Channel Zero: Candle Cove , Syfy
Cast: Paul Schneider, Fiona Shaw, Natalie Brown, Luisa D’Oliveira, Shaun Benson
Creator: Nick Antosca
Producers: Max Landis, Nick Antosca, Craig William Macneill, Jan Peter Meyboom
Review by : Insha Fitzpatrick
I’ve been catching up on a butt load of television lately and man, this one was so good. Channel Zero, premiered on Syfy October 11, 2016, really had me at the first episode and kept me through all episodes until the end. I fell asleep at 4am. I have absolutely no regrets.
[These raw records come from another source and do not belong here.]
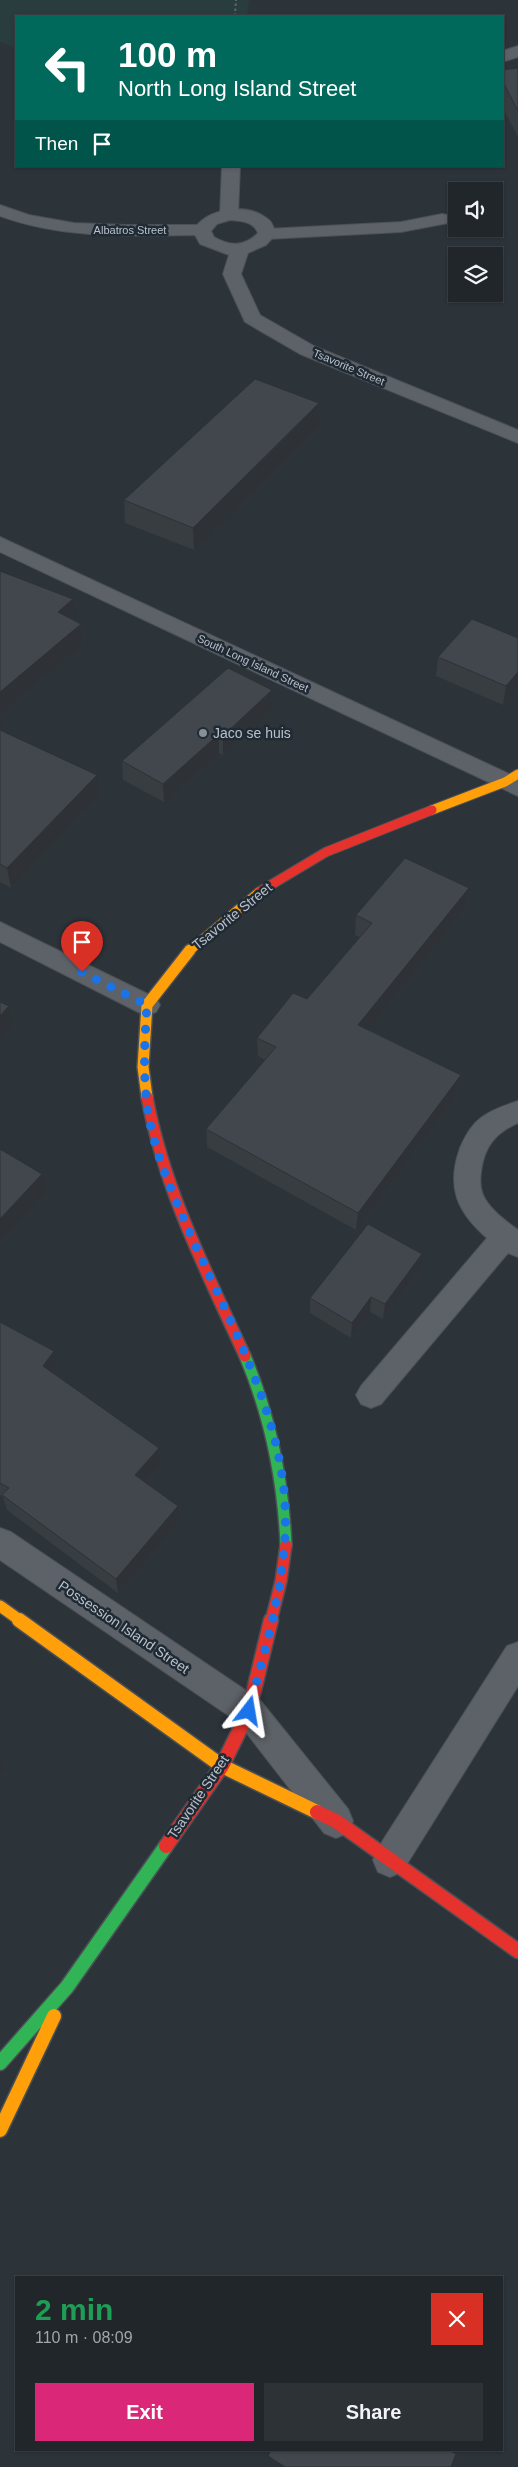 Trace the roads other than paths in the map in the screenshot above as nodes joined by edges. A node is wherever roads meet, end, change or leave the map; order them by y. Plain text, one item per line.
1 (518, 51) edge
2 (504, 55) edge
3 (230, 167) edge
4 (0, 210) edge
5 (229, 215) junction
6 (442, 219) dead end
7 (202, 230) junction
8 (267, 234) junction
9 (240, 250) junction
10 (518, 437) edge
11 (0, 544) edge
12 (514, 781) edge
13 (0, 931) edge
14 (147, 1005) junction
15 (518, 1112) edge
16 (512, 1241) edge
17 (371, 1395) dead end
18 (0, 1542) edge
19 (0, 1606) edge
20 (518, 1657) edge
21 (249, 1711) junction
22 (222, 1766) junction
23 (336, 1821) junction
24 (390, 1860) junction
25 (518, 1951) edge
26 (67, 1987) junction
27 (0, 2062) edge
28 (0, 2130) edge

1 - 2 street
3 - 5 street
4 - 7 street, Albatros Street
5 - 7 street
5 - 8 street
6 - 8 street
7 - 9 street
8 - 9 street
9 - 10 street, Tsavorite Street
11 - 12 street, South Long Island Street
12 - 14 street, Tsavorite Street
13 - 14 street
14 - 21 street, Tsavorite Street
15 - 16 street
16 - 17 street
18 - 21 street, Possession Island Street
19 - 22 street
20 - 24 street
21 - 22 street, Tsavorite Street
21 - 23 street, Possession Island Street
22 - 23 street
22 - 26 street, Tsavorite Street
23 - 24 street
24 - 25 street
26 - 27 street, Tsavorite Street
26 - 28 street, Tsavorite Street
Channel Zero, created by Nick Antosca, focuses on popular creepypasta stories. If you’re familiar with creepypastas, they’re horror or scary stories that are legends/images that have been copies and pasted because of their popularity. These stories always range. They can go from murder, ghost, creepy legends and lost episodes. It’s amazing how much creepypastas seep into everyday life. The most legendary creepypasta character however is Slenderman. However, we aren’t talking about Slenderman this time around. Channel Zero takes its story from another legendary story, a television show called Candle Cove, a story originally written by Kris Straub. He wrote it as a “half remembered children’s television series from the 1970s.” The show featured a couple of pirate puppet characters, but the most memorable one was Skin-Taker, a figure who skins his victims. Children could only see the show. When they sat in front of the television, they would be watching the show through static for a good thirty minutes… never watching an actual program.
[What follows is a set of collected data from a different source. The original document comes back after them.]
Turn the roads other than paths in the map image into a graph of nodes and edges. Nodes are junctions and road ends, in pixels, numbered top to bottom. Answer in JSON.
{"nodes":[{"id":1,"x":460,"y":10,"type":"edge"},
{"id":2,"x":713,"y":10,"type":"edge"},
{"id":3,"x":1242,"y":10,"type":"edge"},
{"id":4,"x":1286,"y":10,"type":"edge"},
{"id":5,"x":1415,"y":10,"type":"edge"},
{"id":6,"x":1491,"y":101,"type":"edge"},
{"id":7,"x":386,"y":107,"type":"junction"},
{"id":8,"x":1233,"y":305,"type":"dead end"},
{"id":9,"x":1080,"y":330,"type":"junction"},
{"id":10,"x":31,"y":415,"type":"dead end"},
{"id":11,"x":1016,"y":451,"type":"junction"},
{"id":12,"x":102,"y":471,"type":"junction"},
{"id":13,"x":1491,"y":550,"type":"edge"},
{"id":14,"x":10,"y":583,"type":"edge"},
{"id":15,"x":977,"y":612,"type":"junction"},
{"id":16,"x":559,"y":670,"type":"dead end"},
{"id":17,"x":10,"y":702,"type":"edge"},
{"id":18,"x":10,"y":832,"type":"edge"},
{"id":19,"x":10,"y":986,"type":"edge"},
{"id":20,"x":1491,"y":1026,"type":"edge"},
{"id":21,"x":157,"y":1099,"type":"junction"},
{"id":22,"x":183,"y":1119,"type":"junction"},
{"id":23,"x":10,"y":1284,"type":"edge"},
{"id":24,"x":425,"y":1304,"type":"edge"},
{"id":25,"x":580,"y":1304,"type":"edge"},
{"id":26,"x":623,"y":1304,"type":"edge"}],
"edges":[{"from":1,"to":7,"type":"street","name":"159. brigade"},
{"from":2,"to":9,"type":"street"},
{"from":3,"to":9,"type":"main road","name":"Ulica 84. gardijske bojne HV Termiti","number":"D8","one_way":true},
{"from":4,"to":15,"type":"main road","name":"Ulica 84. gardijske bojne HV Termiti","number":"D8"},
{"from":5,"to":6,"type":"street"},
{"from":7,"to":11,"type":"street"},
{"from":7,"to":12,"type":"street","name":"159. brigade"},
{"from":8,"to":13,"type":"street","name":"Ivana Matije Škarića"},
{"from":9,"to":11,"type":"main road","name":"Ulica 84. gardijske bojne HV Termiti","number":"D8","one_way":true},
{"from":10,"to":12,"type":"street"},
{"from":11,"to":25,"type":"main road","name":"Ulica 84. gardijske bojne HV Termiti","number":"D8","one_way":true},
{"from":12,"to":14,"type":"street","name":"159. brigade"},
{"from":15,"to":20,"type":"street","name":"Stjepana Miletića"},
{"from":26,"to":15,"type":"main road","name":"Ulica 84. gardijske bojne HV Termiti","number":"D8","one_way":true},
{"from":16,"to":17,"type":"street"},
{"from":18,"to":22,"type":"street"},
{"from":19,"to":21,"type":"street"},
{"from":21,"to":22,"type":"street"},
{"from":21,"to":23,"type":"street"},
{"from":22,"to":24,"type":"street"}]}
Channel Zero: Candle Cove focused on Mike Painter (Paul Schneider), a child psychiatrist, who is drawn back to his hometown, Iron Hill, about thirty years after a tragedy. An unsolved murder including five children who went missing and only four of them were found, but the last one, his twin brother Eddie, was never found and continues to be missing. Everything is drawing Mike back to Iron Hill with a force that he hasn’t felt since he was a kid. Over dinner one night with his old girlfriend Jessica (Natalie Brown) and friend Gary Yolan (Shaun Benson), a television show everyone would rather forgets come back. Mike catches Katie, Jessica and Gary’s daughter, watching Candle Cove on television, a show that he saw as a kid, but when everyone thought it was “cancelled” after the unsolved murder. Candle Cove, a legendary TV show that only kids could watch, but adults have never seen is back. It’s not only back, but it’s coming back with a vengeance and it doesn’t care who it kills in the process.
Now, let’s talk. I really enjoyed this first season of the Channel Zero. It was only six, one hour episodes in the first half of it’s season making it epically binge-watchable. I’ve always been one to be intrigued by what people can do with urban legends and lost stories to turn it on it’s head. It can be great or awful how people adapt things, but Channel Zero: Candle Cove stuck hard to it’s material. They were able to anchor a story around it to give it life, but not take away from the original legend. That’s the best thing about this show. It hits something in you as a kid, making you think back to all of those things that you think you saw. It played on your childhood fears and kept that creepy feeling that left you moving your shoulder to get something off of you.
At first, I was very iffy to watch because of Paul Schneider. However… he did a good job in this show! Not saying it was the most fantastic thing I’ve ever seen, but if you watch this against his Parks and Recreation days as Mark Brendanaquits, you’ll understand. He gave his all and he gave it in the most hazy way possible that’s absolutely perfect for what they were going for. His character goes through a lot. He suffered separation from his wife, a reconnection with his mum Marla (Fiona Shaw), an exit out of hospital and he’s having all kinds of f*cked up dreams, mostly about his brother. He’s having a bad crisis, he has to come back to a down he doesn’t even wanna be in, so his hazy mood is all the range and understandable.
Just like in Stranger Things, the kids really steal the show. They get creepier and creepier as the show goes along. You also realize how cruel kids really are to one another and the length that someone will go through in order to keep themselves protected. We all have those fantasies of standing up to bullies and making them pay, but in this, Eddie Painter takes that above and beyond, creating his own world and man, is it f*cking terrifying. Luca Villacis, not only played Eddie Painter, but he also played his own twin, Mike Painter. It was incredible to see this kid act and it’s definitely the makings of a great actor in process.
Verdict:
I haven’t heard anyone talk about this show a lot so I think it deserves a Watch It! It’s SUPER cleaver in its overall execution and plot. It follows the story of Candle Cove bringing it out to be apart of the bigger story at hand. It doesn’t lose it’s focus or sight in the least. It carries just have just enough of staying power throughout the episodes to keep you watching.